Calculating LongString in Excel to Detect Careless Responders

2016 December 21

ResearchBlogging.orgCareless responding is one of the most fundamental challenges of survey research. We need our respondents to respond honestly and with effort, but when they don’t, we need to be able to detect and remove them from our datasets. A few years ago, Meade and Craig[1] published an article in Psychological Methods exploring a significant number of techniques for doing exactly this, ultimately recommending a combination of three detection techniques for rigorous data cleaning, which, let’s face it, is a necessary step when analyzing any internet survey.  These techniques are even-odd consistency, maximum longstring, and Mahalanobis D:

  1. The even-odd consistency index involves calculating the subscale means for each measure on your survey, split by even and odd items.  For example, the mean of items 1, 3, 5, and 7 would become one subscale whereas the mean of items 2, 4, 6, and 8 would become the other.  Next, you take all of the even subscales and pair them with all of the odd subscales across all of the measures in your survey, calculate a correlation, and then apply the Spearman-Brown prophecy formula to adjust the value up to a scale of -1 to 1.
  2. Maximum LongString is the largest value for LongString across all scales on your survey, where LongString is the number of identical response in a row.  Meade and Craig recommended LongString would be most useful when the items were randomly ordered.
  3. Mahalnobis D is calculated from the regression of scale means onto all the scores that inform them.

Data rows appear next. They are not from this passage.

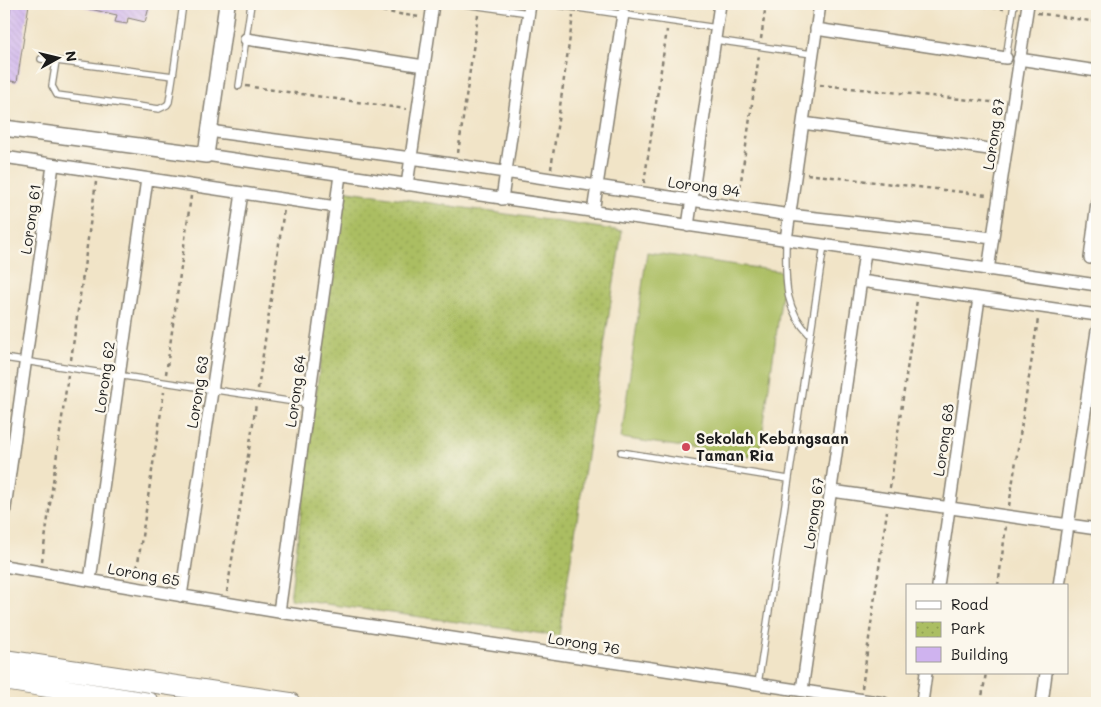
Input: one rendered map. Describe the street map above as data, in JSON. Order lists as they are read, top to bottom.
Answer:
{
  "streets": {
    "street": [
      "Lorong 87",
      "Lorong 94",
      "Lorong 61",
      "Lorong 62",
      "Lorong 64",
      "Lorong 63",
      "Lorong 68",
      "Lorong 67",
      "Lorong 65",
      "Lorong 76"
    ]
  },
  "crossings": [
    ["Lorong 87", "Lorong 94"],
    ["Lorong 62", "Lorong 65"],
    ["Lorong 64", "Lorong 65"],
    ["Lorong 64", "Lorong 76"],
    ["Lorong 63", "Lorong 65"],
    ["Lorong 67", "Lorong 76"],
    ["Lorong 65", "Lorong 76"]
  ],
  "places": ["Sekolah Kebangsaan Taman Ria"],
  "legend": ["Road", "Park", "Building"],
  "north": "right"
}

In a sense, you are trying to see if responses to individual items correspond with the scale mean they created consistently across individuals. Some conceptualizations of this index regress participant number onto scores, which conceptually accomplishes basically the same thing.

In all three cases, the next step is to create a histogram of the values and see if you see any outliers.

Calculating Careless Responding Indices

Of these three, Mahalanobis D is the most easily calculated, because saving Mahalanobis D values is a core feature in regression toolkits. It is done easily in SPSS, SAS, R, etc.

The second, the even-odd consistency index, is a bit harder but still fundamentally not too tricky; you just need to really understand how your statistical software works.  Each step, individually, is simple: calculate scale means, calculate a correlation, apply a formula.

The third, Max LongString, is the most intuitively understandable but also, often unexpectedly, the most difficult to calculate.  I imagine that the non-technically-inclined generally count by hand – “this person has a maximum of 5 identical answers in a row, the next person has 3…”

An SPSS macro already exists to do this, although it’s not terribly intuitive.  You need to manually change pieces of the code in order to customize the function to your own data.

Given that, I decided to port the SPSS macro into Excel and make it a little easier to use.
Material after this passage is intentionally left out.